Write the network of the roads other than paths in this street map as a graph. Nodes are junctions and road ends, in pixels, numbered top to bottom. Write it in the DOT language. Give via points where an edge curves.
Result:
==
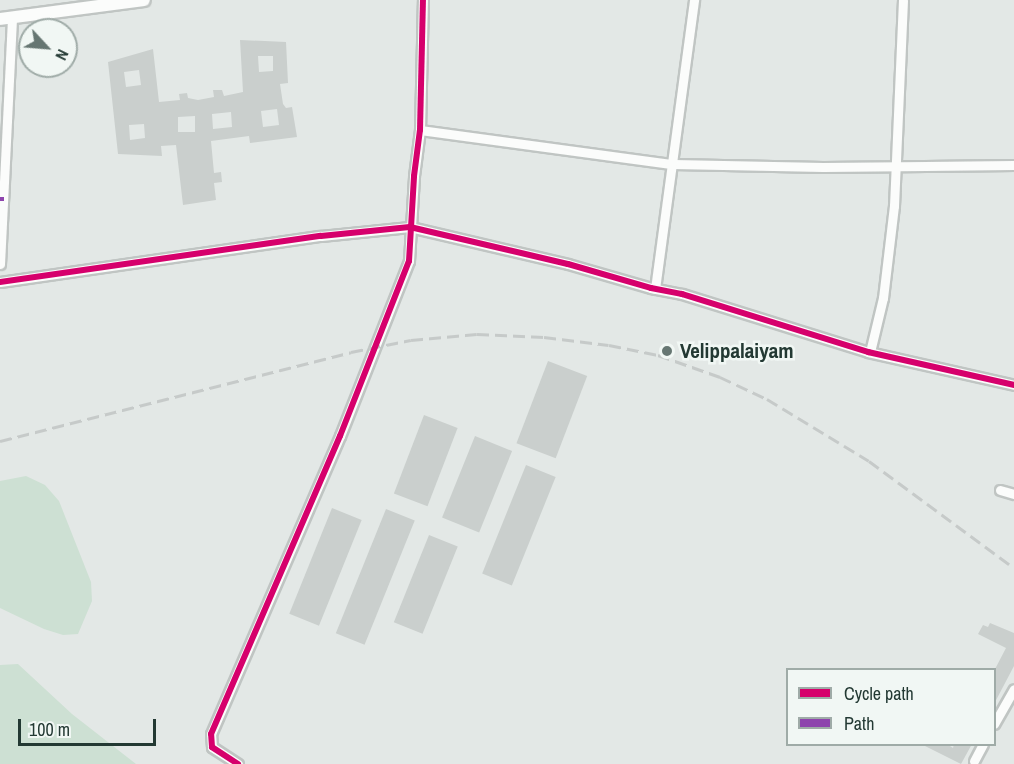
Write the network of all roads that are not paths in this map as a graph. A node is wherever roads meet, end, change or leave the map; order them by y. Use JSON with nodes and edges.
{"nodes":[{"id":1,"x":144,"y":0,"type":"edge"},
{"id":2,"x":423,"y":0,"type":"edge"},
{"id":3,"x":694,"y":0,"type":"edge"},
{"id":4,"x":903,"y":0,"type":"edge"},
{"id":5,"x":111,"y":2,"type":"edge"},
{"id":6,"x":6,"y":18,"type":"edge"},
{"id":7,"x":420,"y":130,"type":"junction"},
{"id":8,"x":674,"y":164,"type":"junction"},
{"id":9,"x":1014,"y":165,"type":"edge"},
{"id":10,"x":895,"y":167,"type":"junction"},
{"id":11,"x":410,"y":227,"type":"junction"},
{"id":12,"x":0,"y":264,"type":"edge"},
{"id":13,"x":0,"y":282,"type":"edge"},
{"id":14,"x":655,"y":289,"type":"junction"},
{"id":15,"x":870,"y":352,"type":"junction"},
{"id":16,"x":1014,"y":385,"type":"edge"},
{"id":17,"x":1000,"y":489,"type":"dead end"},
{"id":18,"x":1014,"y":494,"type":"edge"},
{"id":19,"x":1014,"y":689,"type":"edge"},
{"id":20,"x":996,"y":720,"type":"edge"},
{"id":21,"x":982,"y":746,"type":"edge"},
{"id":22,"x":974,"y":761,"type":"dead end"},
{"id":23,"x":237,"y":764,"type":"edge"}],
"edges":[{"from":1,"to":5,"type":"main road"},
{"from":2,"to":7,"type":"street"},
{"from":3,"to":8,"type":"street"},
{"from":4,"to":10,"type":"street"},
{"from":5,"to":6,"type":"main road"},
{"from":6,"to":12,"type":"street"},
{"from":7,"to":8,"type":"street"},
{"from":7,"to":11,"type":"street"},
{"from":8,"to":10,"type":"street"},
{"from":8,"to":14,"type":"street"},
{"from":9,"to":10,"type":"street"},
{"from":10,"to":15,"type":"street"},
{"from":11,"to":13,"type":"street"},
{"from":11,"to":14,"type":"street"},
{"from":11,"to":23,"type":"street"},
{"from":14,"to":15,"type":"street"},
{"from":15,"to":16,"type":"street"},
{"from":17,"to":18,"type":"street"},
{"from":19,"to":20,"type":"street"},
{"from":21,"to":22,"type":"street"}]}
...
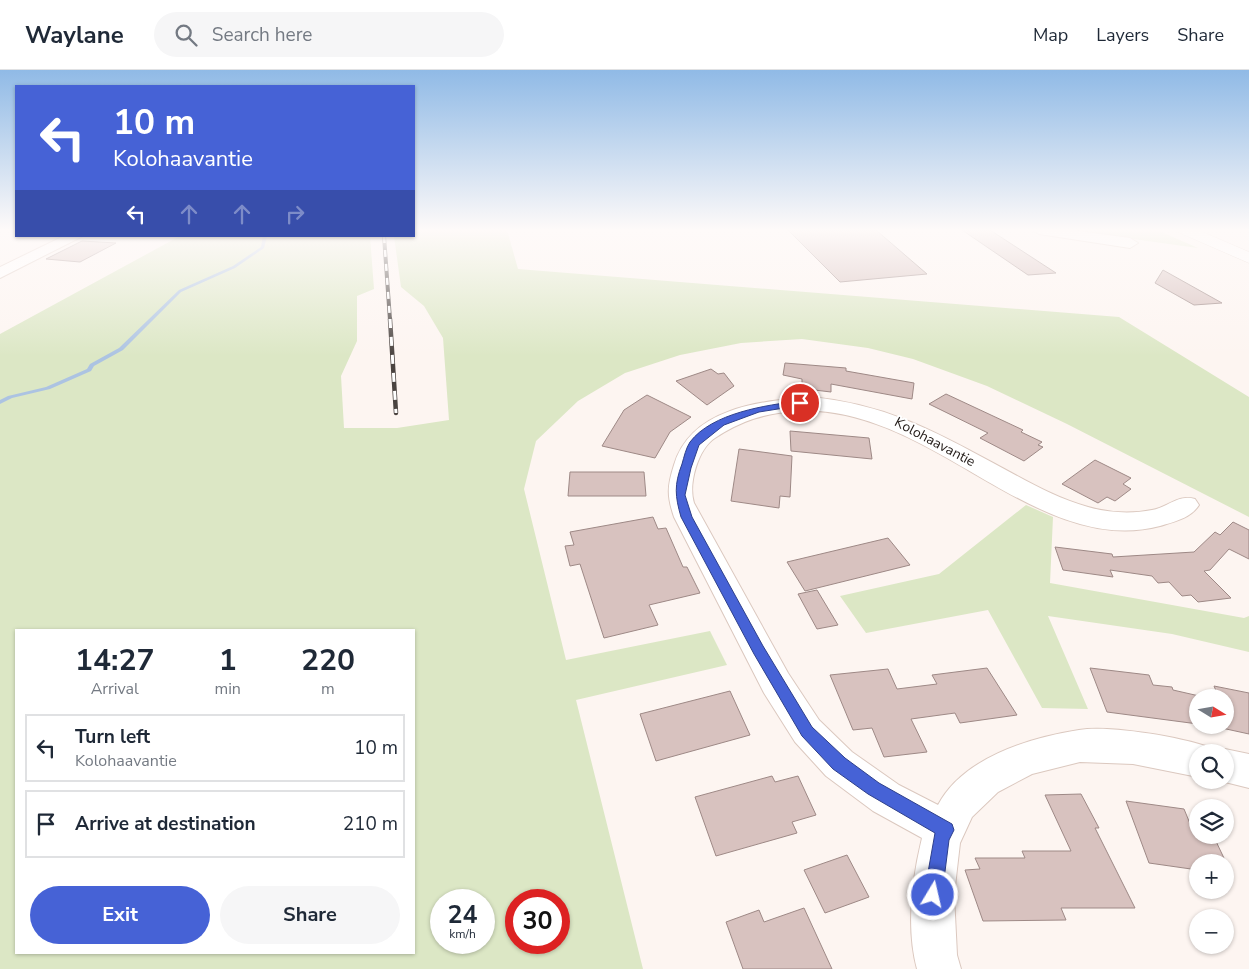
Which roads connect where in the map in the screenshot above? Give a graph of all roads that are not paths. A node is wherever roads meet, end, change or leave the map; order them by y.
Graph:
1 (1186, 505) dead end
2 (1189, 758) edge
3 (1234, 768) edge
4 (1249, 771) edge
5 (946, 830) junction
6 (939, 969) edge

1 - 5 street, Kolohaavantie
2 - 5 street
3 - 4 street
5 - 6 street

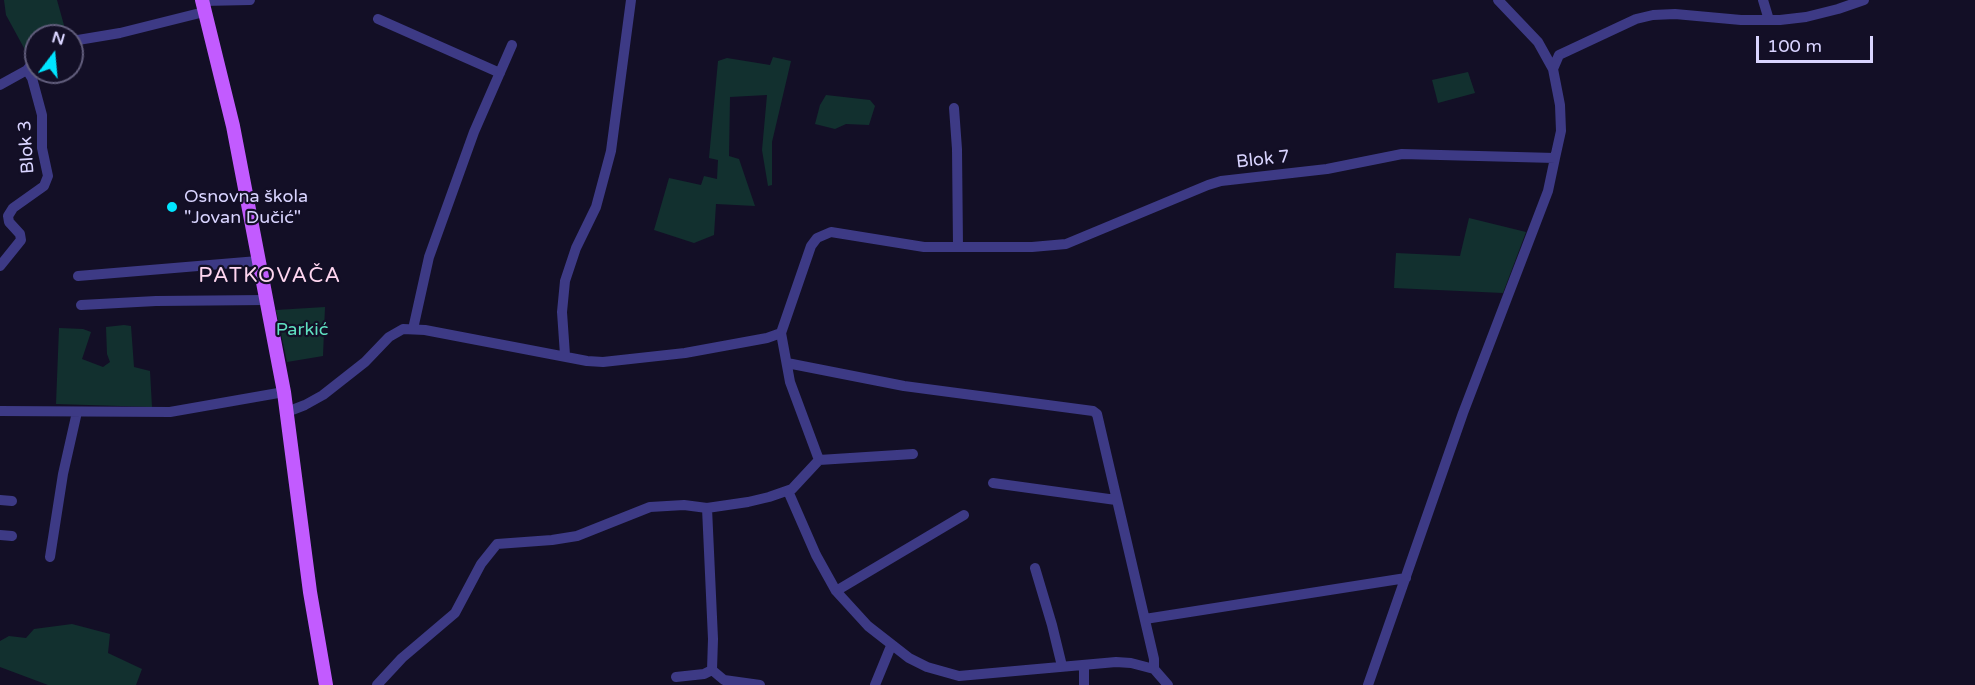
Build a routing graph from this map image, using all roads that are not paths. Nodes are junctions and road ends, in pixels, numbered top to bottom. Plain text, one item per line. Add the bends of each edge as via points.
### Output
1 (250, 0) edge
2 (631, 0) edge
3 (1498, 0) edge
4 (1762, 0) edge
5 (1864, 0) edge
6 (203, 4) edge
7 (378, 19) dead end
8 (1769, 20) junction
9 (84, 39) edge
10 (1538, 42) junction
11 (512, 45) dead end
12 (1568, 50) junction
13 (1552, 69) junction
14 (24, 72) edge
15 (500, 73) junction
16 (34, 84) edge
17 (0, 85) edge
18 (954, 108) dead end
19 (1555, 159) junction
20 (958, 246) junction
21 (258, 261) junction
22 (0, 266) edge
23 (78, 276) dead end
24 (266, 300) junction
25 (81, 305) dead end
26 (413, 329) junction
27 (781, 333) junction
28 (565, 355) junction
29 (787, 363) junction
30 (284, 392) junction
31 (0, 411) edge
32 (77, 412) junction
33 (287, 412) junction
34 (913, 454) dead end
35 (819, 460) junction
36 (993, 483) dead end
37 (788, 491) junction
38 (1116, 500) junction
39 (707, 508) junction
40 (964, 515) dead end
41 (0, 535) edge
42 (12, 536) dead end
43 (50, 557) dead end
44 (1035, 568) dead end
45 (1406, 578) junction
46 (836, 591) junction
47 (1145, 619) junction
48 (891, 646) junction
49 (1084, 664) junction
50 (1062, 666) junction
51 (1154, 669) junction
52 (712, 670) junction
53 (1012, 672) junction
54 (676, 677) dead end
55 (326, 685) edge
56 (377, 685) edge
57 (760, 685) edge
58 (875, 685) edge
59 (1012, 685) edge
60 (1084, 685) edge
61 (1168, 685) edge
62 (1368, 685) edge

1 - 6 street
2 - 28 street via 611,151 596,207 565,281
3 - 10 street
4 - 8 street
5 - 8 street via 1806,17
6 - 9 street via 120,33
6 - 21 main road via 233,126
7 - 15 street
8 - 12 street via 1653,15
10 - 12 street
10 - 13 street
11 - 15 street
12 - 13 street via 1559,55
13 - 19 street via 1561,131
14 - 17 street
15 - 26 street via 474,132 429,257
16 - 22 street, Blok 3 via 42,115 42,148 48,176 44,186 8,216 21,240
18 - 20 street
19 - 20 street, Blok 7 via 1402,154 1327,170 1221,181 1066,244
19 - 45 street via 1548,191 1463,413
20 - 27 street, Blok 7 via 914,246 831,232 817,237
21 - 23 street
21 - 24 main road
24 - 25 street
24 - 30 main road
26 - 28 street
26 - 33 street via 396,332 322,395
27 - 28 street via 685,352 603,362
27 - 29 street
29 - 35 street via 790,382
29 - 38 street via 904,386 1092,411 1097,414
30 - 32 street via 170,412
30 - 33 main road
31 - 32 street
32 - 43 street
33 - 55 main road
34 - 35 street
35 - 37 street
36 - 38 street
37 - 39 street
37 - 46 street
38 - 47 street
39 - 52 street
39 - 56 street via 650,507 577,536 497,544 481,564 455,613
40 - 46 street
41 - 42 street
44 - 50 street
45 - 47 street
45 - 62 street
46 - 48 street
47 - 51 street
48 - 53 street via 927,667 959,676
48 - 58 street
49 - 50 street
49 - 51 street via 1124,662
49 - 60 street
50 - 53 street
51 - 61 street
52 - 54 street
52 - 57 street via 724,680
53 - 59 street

**WHAT THE TASK ASKS**
With the pictures omitted, restate word for word the lines above from the line that has "Which roads connect" up to and including the line that has "Build a routing", and no other lines.

**RESPONSE TO THIS EXERCISE**
Which roads connect where in the map in the screenshot above? Give a graph of all roads that are not paths. A node is wherever roads meet, end, change or leave the map; order them by y.
Graph:
1 (1186, 505) dead end
2 (1189, 758) edge
3 (1234, 768) edge
4 (1249, 771) edge
5 (946, 830) junction
6 (939, 969) edge

1 - 5 street, Kolohaavantie
2 - 5 street
3 - 4 street
5 - 6 street

Build a routing graph from this map image, using all roads that are not paths. Nodes are junctions and road ends, in pixels, numbered top to bottom. Plain text, one item per line. Add the bends of each edge as via points.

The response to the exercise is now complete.